Optimization and modeling of preparation conditions of poly-Si-Fe-Zn (PSFZ) coagulant from industrial wastes using response surface methodology

Abstract

A new composite coagulant poly-Si-Fe-Zn (PSFZ) was synthesized using industrial wastes as main raw materials and parameters affecting the coagulant performance, such as polymerization temperature, time, and Si/(Fe + Zn) moral ratio in this study, were examined. In addition, to obtain the optimum preparation conditions resulting in the maximum turbidity and ammonia nitrogen (NH3-N) removal, response surface methodology was used to assess their interactive effects on coagulation performance, and quadratic models based on the high value (>0.97) of determination coefficient (R2) were conducted for the response variables: turbidity and NH3-N removal efficiency.
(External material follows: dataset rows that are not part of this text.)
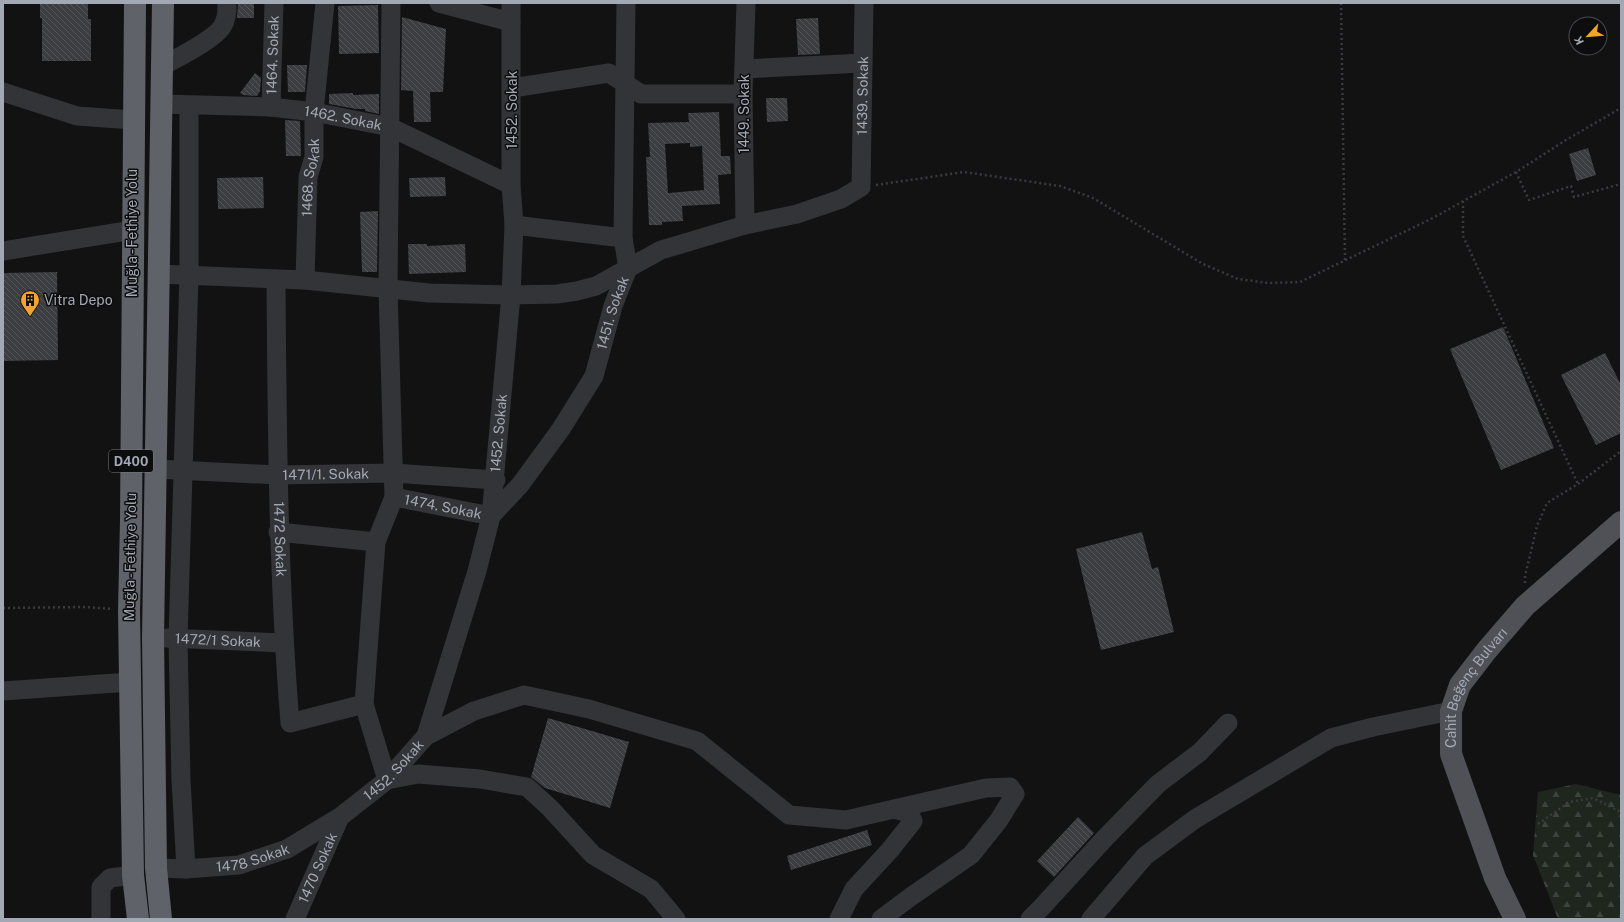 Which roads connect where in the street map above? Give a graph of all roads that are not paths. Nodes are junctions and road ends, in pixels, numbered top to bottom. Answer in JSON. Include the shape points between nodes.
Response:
{"nodes":[{"id":1,"x":135,"y":3,"type":"edge"},
{"id":2,"x":163,"y":3,"type":"edge"},
{"id":3,"x":227,"y":3,"type":"edge"},
{"id":4,"x":274,"y":3,"type":"edge"},
{"id":5,"x":325,"y":3,"type":"edge"},
{"id":6,"x":391,"y":3,"type":"edge"},
{"id":7,"x":439,"y":3,"type":"edge"},
{"id":8,"x":511,"y":3,"type":"edge"},
{"id":9,"x":626,"y":3,"type":"edge"},
{"id":10,"x":746,"y":3,"type":"edge"},
{"id":11,"x":864,"y":3,"type":"edge"},
{"id":12,"x":511,"y":22,"type":"junction"},
{"id":13,"x":863,"y":63,"type":"junction"},
{"id":14,"x":162,"y":66,"type":"junction"},
{"id":15,"x":744,"y":69,"type":"junction"},
{"id":16,"x":626,"y":83,"type":"junction"},
{"id":17,"x":512,"y":88,"type":"junction"},
{"id":18,"x":3,"y":92,"type":"edge"},
{"id":19,"x":743,"y":94,"type":"junction"},
{"id":20,"x":161,"y":104,"type":"junction"},
{"id":21,"x":189,"y":105,"type":"junction"},
{"id":22,"x":271,"y":107,"type":"junction"},
{"id":23,"x":314,"y":112,"type":"junction"},
{"id":24,"x":133,"y":120,"type":"junction"},
{"id":25,"x":390,"y":127,"type":"junction"},
{"id":26,"x":511,"y":185,"type":"junction"},
{"id":27,"x":514,"y":225,"type":"junction"},
{"id":28,"x":745,"y":225,"type":"junction"},
{"id":29,"x":132,"y":230,"type":"junction"},
{"id":30,"x":623,"y":238,"type":"junction"},
{"id":31,"x":3,"y":251,"type":"edge"},
{"id":32,"x":628,"y":268,"type":"junction"},
{"id":33,"x":158,"y":274,"type":"junction"},
{"id":34,"x":189,"y":275,"type":"junction"},
{"id":35,"x":276,"y":279,"type":"junction"},
{"id":36,"x":305,"y":280,"type":"junction"},
{"id":37,"x":388,"y":288,"type":"junction"},
{"id":38,"x":511,"y":295,"type":"junction"},
{"id":39,"x":156,"y":469,"type":"junction"},
{"id":40,"x":182,"y":471,"type":"junction"},
{"id":41,"x":393,"y":473,"type":"junction"},
{"id":42,"x":277,"y":475,"type":"junction"},
{"id":43,"x":496,"y":480,"type":"junction"},
{"id":44,"x":394,"y":497,"type":"junction"},
{"id":45,"x":491,"y":516,"type":"junction"},
{"id":46,"x":1621,"y":522,"type":"edge"},
{"id":47,"x":278,"y":532,"type":"junction"},
{"id":48,"x":376,"y":542,"type":"junction"},
{"id":49,"x":153,"y":638,"type":"junction"},
{"id":50,"x":178,"y":639,"type":"junction"},
{"id":51,"x":283,"y":643,"type":"junction"},
{"id":52,"x":130,"y":682,"type":"junction"},
{"id":53,"x":3,"y":691,"type":"edge"},
{"id":54,"x":364,"y":704,"type":"junction"},
{"id":55,"x":1451,"y":711,"type":"junction"},
{"id":56,"x":1228,"y":723,"type":"dead end"},
{"id":57,"x":426,"y":736,"type":"junction"},
{"id":58,"x":387,"y":780,"type":"junction"},
{"id":59,"x":894,"y":809,"type":"junction"},
{"id":60,"x":340,"y":817,"type":"junction"},
{"id":61,"x":156,"y":868,"type":"junction"},
{"id":62,"x":186,"y":869,"type":"junction"},
{"id":63,"x":133,"y":875,"type":"junction"},
{"id":64,"x":101,"y":919,"type":"edge"},
{"id":65,"x":138,"y":919,"type":"edge"},
{"id":66,"x":161,"y":919,"type":"edge"},
{"id":67,"x":294,"y":919,"type":"edge"},
{"id":68,"x":676,"y":919,"type":"edge"},
{"id":69,"x":839,"y":919,"type":"edge"},
{"id":70,"x":881,"y":919,"type":"edge"},
{"id":71,"x":1030,"y":919,"type":"edge"},
{"id":72,"x":1091,"y":919,"type":"edge"},
{"id":73,"x":1515,"y":919,"type":"edge"}],
"edges":[{"from":1,"to":24,"type":"highway","name":"Muğla - Fethiye Yolu","number":"D400"},
{"from":2,"to":14,"type":"highway","name":"Muğla - Fethiye Yolu","number":"D400"},
{"from":3,"to":14,"type":"street","via":[[227,16],[221,28]]},
{"from":4,"to":22,"type":"street","name":"1464. Sokak"},
{"from":5,"to":23,"type":"street","name":"1468. Sokak"},
{"from":6,"to":25,"type":"street"},
{"from":7,"to":12,"type":"street"},
{"from":8,"to":12,"type":"street","name":"1452. Sokak"},
{"from":9,"to":16,"type":"street","name":"1451. Sokak"},
{"from":10,"to":15,"type":"street","name":"1449. Sokak"},
{"from":11,"to":13,"type":"street","name":"1439. Sokak"},
{"from":12,"to":17,"type":"street","name":"1452. Sokak"},
{"from":13,"to":15,"type":"street"},
{"from":13,"to":28,"type":"street","name":"1439. Sokak","via":[[861,187],[841,200],[797,214]]},
{"from":14,"to":20,"type":"highway","name":"Muğla - Fethiye Yolu","number":"D400"},
{"from":15,"to":19,"type":"street","name":"1449. Sokak"},
{"from":16,"to":17,"type":"street","via":[[609,73]]},
{"from":16,"to":19,"type":"street","via":[[641,94]]},
{"from":16,"to":30,"type":"street","name":"1451. Sokak"},
{"from":17,"to":26,"type":"street","name":"1452. Sokak"},
{"from":18,"to":24,"type":"street","via":[[77,116]]},
{"from":19,"to":28,"type":"street","name":"1449. Sokak"},
{"from":20,"to":21,"type":"street","name":"1462. Sokak"},
{"from":20,"to":33,"type":"highway","name":"Muğla - Fethiye Yolu","number":"D400"},
{"from":21,"to":22,"type":"street","name":"1462. Sokak"},
{"from":21,"to":34,"type":"street"},
{"from":22,"to":23,"type":"street","name":"1462. Sokak"},
{"from":23,"to":25,"type":"street","name":"1462. Sokak"},
{"from":23,"to":36,"type":"street","name":"1468. Sokak","via":[[314,157],[308,177]]},
{"from":24,"to":29,"type":"highway","name":"Muğla - Fethiye Yolu","number":"D400"},
{"from":25,"to":26,"type":"street","name":"1462. Sokak"},
{"from":25,"to":37,"type":"street"},
{"from":26,"to":27,"type":"street","name":"1452. Sokak"},
{"from":27,"to":30,"type":"street"},
{"from":27,"to":38,"type":"street","name":"1452. Sokak"},
{"from":28,"to":32,"type":"street","via":[[661,250]]},
{"from":29,"to":31,"type":"street"},
{"from":29,"to":52,"type":"highway","name":"Muğla - Fethiye Yolu","number":"D400"},
{"from":30,"to":32,"type":"street","name":"1451. Sokak"},
{"from":32,"to":38,"type":"street","via":[[596,286],[577,291]]},
{"from":32,"to":45,"type":"street","name":"1451. Sokak","via":[[613,306],[594,376],[561,429],[520,485]]},
{"from":33,"to":34,"type":"street"},
{"from":33,"to":39,"type":"highway","name":"Muğla - Fethiye Yolu","number":"D400"},
{"from":34,"to":35,"type":"street"},
{"from":34,"to":40,"type":"street"},
{"from":35,"to":36,"type":"street"},
{"from":35,"to":42,"type":"street","name":"1472 Sokak"},
{"from":36,"to":37,"type":"street"},
{"from":37,"to":38,"type":"street","via":[[429,293]]},
{"from":37,"to":41,"type":"street"},
{"from":38,"to":43,"type":"street","name":"1452. Sokak"},
{"from":39,"to":40,"type":"street","name":"1471/1. Sokak"},
{"from":39,"to":49,"type":"highway","name":"Muğla - Fethiye Yolu","number":"D400"},
{"from":40,"to":42,"type":"street","name":"1471/1. Sokak"},
{"from":40,"to":50,"type":"street"},
{"from":41,"to":42,"type":"street","name":"1471/1. Sokak"},
{"from":41,"to":43,"type":"street","name":"1471/1. Sokak"},
{"from":41,"to":44,"type":"street"},
{"from":42,"to":47,"type":"street","name":"1472 Sokak"},
{"from":43,"to":45,"type":"street","name":"1452. Sokak"},
{"from":44,"to":45,"type":"street","name":"1474. Sokak"},
{"from":44,"to":48,"type":"street"},
{"from":45,"to":57,"type":"street","name":"1452. Sokak","via":[[477,571]]},
{"from":46,"to":55,"type":"main road","name":"Cahit Beğenç Bulvarı","via":[[1525,606],[1460,686]]},
{"from":47,"to":48,"type":"street"},
{"from":47,"to":51,"type":"street","name":"1472 Sokak"},
{"from":48,"to":54,"type":"street"},
{"from":49,"to":50,"type":"street","name":"1472/1 Sokak"},
{"from":49,"to":61,"type":"highway","name":"Muğla - Fethiye Yolu","number":"D400"},
{"from":50,"to":51,"type":"street","name":"1472/1 Sokak"},
{"from":50,"to":62,"type":"street"},
{"from":51,"to":54,"type":"street","name":"1472 Sokak","via":[[290,723]]},
{"from":52,"to":53,"type":"street"},
{"from":52,"to":63,"type":"highway","name":"Muğla - Fethiye Yolu","number":"D400"},
{"from":54,"to":58,"type":"street"},
{"from":55,"to":72,"type":"street","via":[[1373,726],[1331,738],[1195,819],[1145,856]]},
{"from":55,"to":73,"type":"main road","name":"Cahit Beğenç Bulvarı","via":[[1451,754],[1495,878]]},
{"from":56,"to":71,"type":"street","via":[[1200,752],[1158,784]]},
{"from":57,"to":58,"type":"street","name":"1452. Sokak"},
{"from":57,"to":59,"type":"street","via":[[474,711],[524,695],[589,709],[697,741],[789,815],[846,820]]},
{"from":58,"to":60,"type":"street","name":"1452. Sokak"},
{"from":58,"to":68,"type":"street","via":[[418,774],[480,779],[527,787],[593,855],[651,889]]},
{"from":59,"to":69,"type":"street","via":[[909,813],[913,821],[854,889]]},
{"from":59,"to":70,"type":"street","via":[[986,788],[1010,787],[1015,794],[999,820],[971,855]]},
{"from":60,"to":62,"type":"street","name":"1478 Sokak","via":[[287,849],[239,865]]},
{"from":60,"to":67,"type":"street","name":"1470 Sokak"},
{"from":61,"to":62,"type":"street","name":"1478 Sokak"},
{"from":61,"to":66,"type":"highway","name":"Muğla - Fethiye Yolu","number":"D400"},
{"from":63,"to":64,"type":"street","via":[[110,878],[102,887]]},
{"from":63,"to":65,"type":"highway","name":"Muğla - Fethiye Yolu","number":"D400"}]}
The results showed that optimum preparation conditions were found to be polymerization temperature of 65°C, polymerization time of 80 min, and Si/(Fe + Zn) moral ratio of 0.73, corresponding to predicted turbidity and NH3-N removal percentages of 96 and 77.03, respectively. Besides, the structure and morphology of PSFZ were characterized by X-ray diffraction, infrared spectroscopy, and scanning electron microscope. The comparison between quadratic regression equations of turbidity and NH3-N removal was evaluated using interpolation method, in which the optimized preparation conditions were proved to be suitable with deviation error of 2–4%.